Effects of Heavy Drinking on T-Cell Phenotypes Consistent with Immunosenescence in Untreated HIV Infection.

BACKGROUND

The role of alcohol consumption in HIV-related adaptive immune dysfunction is debated. We hypothesized that heavy drinking would be associated with greater evidence of immunosenescence (i.e., aging-related decline of adaptive immune function) among antiretroviral therapy (ART)-naïve HIV-infected individuals.

METHODS

Using data from the Russia ARCH cohort study, we conducted a cross-sectional analysis of ART-naïve HIV-infected individuals recruited between 2012 and 2014.

INDEPENDENT VARIABLE

Heavy drinking defined as >4 standard drinks in a day (or >14 standard drinks per week) for men and >3 per day (or >7 per week) for women, respectively.

DEPENDENT VARIABLES

Percentage of CD8+ and CD4+ T-cells with a phenotype consistent with immunosenescence (i.e., expressing CD28- CD57+, or memory [CD45RO+ CD45RA+] phenotype and not the naïve [CD45RO- CD45RA+] phenotype).

STATISTICAL ANALYSIS

Multiple linear regression adjusted for confounders.

RESULTS

Of 214 eligible participants, 61% were heavy drinkers. Mean age was 33 years and the cohort was predominantly male (72%).

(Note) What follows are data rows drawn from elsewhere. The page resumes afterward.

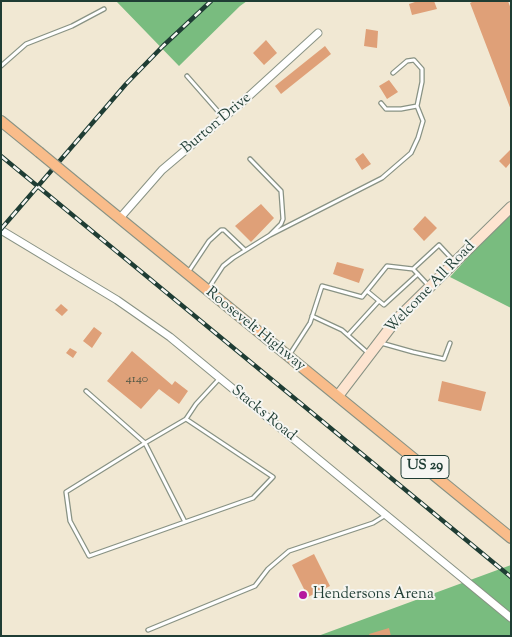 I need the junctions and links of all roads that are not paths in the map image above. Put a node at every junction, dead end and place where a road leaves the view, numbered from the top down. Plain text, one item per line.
1 (104, 9) dead end
2 (318, 33) dead end
3 (1, 66) edge
4 (394, 73) dead end
5 (187, 76) dead end
6 (381, 103) dead end
7 (417, 106) junction
8 (224, 118) junction
9 (1, 121) edge
10 (250, 159) dead end
11 (511, 207) edge
12 (120, 218) junction
13 (1, 230) edge
14 (270, 235) junction
15 (245, 250) junction
16 (455, 262) junction
17 (413, 269) junction
18 (187, 274) junction
19 (418, 274) junction
20 (430, 287) junction
21 (207, 291) junction
22 (367, 291) junction
23 (379, 301) junction
24 (312, 316) junction
25 (348, 335) junction
26 (379, 342) junction
27 (450, 343) dead end
28 (370, 355) junction
29 (288, 357) junction
30 (220, 378) junction
31 (86, 391) dead end
32 (338, 396) junction
33 (186, 419) junction
34 (145, 443) junction
35 (387, 514) junction
36 (185, 522) junction
37 (511, 538) edge
38 (511, 618) edge
39 (148, 630) dead end

1 - 3 lane
2 - 8 street, Burton Drive
4 - 7 lane
5 - 8 lane
6 - 7 lane
7 - 14 lane
8 - 12 street, Burton Drive
9 - 12 main road, Roosevelt Highway / US 29, bridge
10 - 14 lane
11 - 16 street, Welcome All Road
12 - 18 main road, Roosevelt Highway / US 29
13 - 30 street, Stacks Road
14 - 15 lane
15 - 18 lane
15 - 21 lane
16 - 17 lane
16 - 20 street, Welcome All Road
17 - 19 lane
17 - 22 lane
18 - 21 main road, Roosevelt Highway / US 29
19 - 20 lane
19 - 23 lane
20 - 26 street, Welcome All Road
21 - 29 main road, Roosevelt Highway / US 29
22 - 23 lane
22 - 24 lane
23 - 25 lane
24 - 25 lane
24 - 29 lane
25 - 28 lane
26 - 27 lane
26 - 28 street, Welcome All Road
28 - 32 street, Welcome All Road
29 - 32 main road, Roosevelt Highway / US 29
30 - 33 lane
30 - 35 street, Stacks Road
31 - 34 lane
32 - 37 main road, Roosevelt Highway / US 29
33 - 34 lane
33 - 36 lane
34 - 36 lane
34 - 36 lane
35 - 38 street, Stacks Road
35 - 39 lane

Hepatitis C prevalence was high (87%) and mean log10 HIV-1 RNA copies/ml was 4.6. We found no significant differences by drinking status in the percentage of immunosenescent, memory, or naïve CD8+ or CD4+ T-cells.

CONCLUSIONS

In this cross-sectional analysis, heavy drinking in the setting of untreated HIV infection did not appear to be associated with alterations in T-cell phenotypes consistent with immunosenescence. To substantiate these findings, longitudinal studies should assess whether changes in alcohol consumption are associated with changes in these and other immunosenescent T-cell phenotypes.